H2H Corner - Third Basemen Rankings

By: Albert Lang

Holy Banana Republic! Third base is a deliciously deep fantasy position. If Garrett Atkins doesn’t get traded, and Chipper stays healthy (a slightly bigger if), you can pretty much rely on the top eight third basemen next year.

The debate surrounding third baseman is similar to that surrounding shortstops: who goes first and does he warrant being the first overall selection? For me, the answer to both those questions is David Wright. I have him two spots higher than Hanley Ramirez (my number one shortstop) and four spots higher than Alex Rodriguez.

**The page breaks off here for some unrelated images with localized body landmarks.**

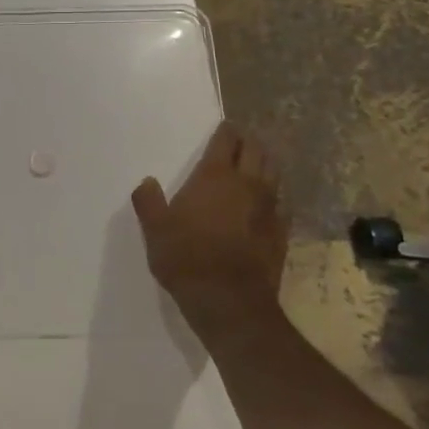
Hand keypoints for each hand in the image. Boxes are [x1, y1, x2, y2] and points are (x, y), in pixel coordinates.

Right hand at [132, 122, 289, 334]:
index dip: (226, 132)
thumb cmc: (186, 258)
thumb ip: (149, 202)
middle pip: (256, 151)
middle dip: (249, 143)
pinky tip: (267, 205)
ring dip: (265, 166)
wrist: (229, 301)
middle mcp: (246, 185)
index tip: (225, 127)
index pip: (227, 141)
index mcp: (215, 177)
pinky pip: (281, 205)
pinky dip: (274, 198)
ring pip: (273, 175)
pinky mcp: (281, 233)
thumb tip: (147, 182)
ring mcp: (269, 209)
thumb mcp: (154, 230)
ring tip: (256, 166)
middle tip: (240, 142)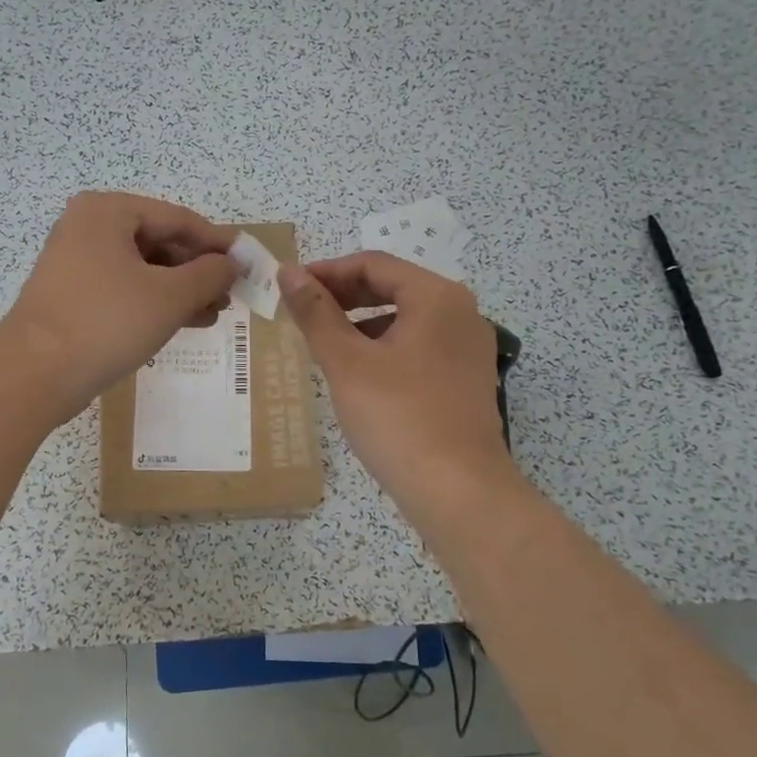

Here is why. Not really, but it is fun to mess with A-Rod electronically. With A-Rod, you know what you get: 100+ runs, 35+ hrs, 100+ RBIs and a .300 average. Something else to keep in mind with A-Rod: there is an odd trend surrounding his homeruns, oddly enough, in odd years. In 2003, he hit 47 HRs; in 2005 the number was 48; and in 2007 he went deep 54 times. Contrast that to his production in even years: in 2004 he hit 36 and in 2006 & 2008, 35. If this trend continues, he is in line to hit more than 45 dingers in 2009. I’m guessing this is just a funky anomaly…but what if it’s not? In addition to A-Rod’s impressive power numbers, he also knows how to run. He hasn’t stolen less than 15 bases since 2002 (and has failed to reach this number only once in a full year during his career). So, A-Rod is amazing. I know it, you know it, Madonna knows it. His contemporary from Queens, however, is much more amazinger (go with me, I’m on a roll).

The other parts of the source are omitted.